In some embodiments of the invention, the system further comprises:

a configuration data connection module 9, said configuration data connection module 9 configured to obtain configuration data from said self-test module 1 and to configure the functionality of said test module 12 based on said configuration data.

In this embodiment, the configuration data connection module 9 is connected to the test module 12 or controls the test module 12 to a certain extent, so as to obtain the configuration data corresponding to the test module to perform corresponding configuration on the function of the test module 12.

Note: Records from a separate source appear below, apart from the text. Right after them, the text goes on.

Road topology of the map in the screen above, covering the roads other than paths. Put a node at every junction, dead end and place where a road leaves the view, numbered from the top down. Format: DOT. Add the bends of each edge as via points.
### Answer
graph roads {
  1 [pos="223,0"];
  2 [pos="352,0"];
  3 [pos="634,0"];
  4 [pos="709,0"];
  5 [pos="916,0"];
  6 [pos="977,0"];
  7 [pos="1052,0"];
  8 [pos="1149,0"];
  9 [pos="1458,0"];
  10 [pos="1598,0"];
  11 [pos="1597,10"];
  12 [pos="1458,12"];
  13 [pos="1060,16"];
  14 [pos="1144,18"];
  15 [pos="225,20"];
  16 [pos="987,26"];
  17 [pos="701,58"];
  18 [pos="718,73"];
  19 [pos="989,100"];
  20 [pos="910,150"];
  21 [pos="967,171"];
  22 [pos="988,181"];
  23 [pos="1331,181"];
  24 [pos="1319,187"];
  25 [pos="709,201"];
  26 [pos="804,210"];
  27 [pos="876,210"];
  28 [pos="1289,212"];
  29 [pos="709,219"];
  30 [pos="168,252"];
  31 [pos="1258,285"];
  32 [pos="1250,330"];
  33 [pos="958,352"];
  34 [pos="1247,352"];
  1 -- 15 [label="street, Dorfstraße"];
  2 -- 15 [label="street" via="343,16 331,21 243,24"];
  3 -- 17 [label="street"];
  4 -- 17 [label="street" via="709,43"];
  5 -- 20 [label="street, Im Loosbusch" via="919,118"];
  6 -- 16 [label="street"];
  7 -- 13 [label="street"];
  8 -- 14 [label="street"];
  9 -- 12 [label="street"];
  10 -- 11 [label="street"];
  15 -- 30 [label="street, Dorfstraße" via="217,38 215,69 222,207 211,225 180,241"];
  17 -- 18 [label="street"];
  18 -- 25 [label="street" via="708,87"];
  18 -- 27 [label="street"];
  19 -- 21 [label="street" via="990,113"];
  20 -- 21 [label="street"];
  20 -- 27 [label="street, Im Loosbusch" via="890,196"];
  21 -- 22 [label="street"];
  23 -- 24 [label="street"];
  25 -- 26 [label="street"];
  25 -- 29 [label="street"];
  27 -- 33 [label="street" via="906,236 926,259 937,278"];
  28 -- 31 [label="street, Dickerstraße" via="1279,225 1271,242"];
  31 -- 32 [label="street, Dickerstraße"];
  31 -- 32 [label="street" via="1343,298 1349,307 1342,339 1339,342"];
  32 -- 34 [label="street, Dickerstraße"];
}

In some embodiments of the present invention, the self-detection module 1 further comprises:

a test configuration module 8, wherein the test configuration module 8 is configured to initialize a function of the test module 12 through the configuration data connection module 9.

In this embodiment, the test configuration module 8 includes relevant configuration information necessary for the test module 12, taking an EMAC test of the bmc as an example, the test configuration module 8 includes register data necessary for normal operation of the EMAC, and when the EMAC is tested, the configuration data connection module 9 may obtain data of each register (registered data necessary for internal function implementation of the EMAC, such as enable receiving, enable sending, enable Burst operation, configure IP, and the like) on the corresponding EMAC from the test configuration module 8, and write the corresponding register data into the corresponding register to implement initialization of the function of the test module 12.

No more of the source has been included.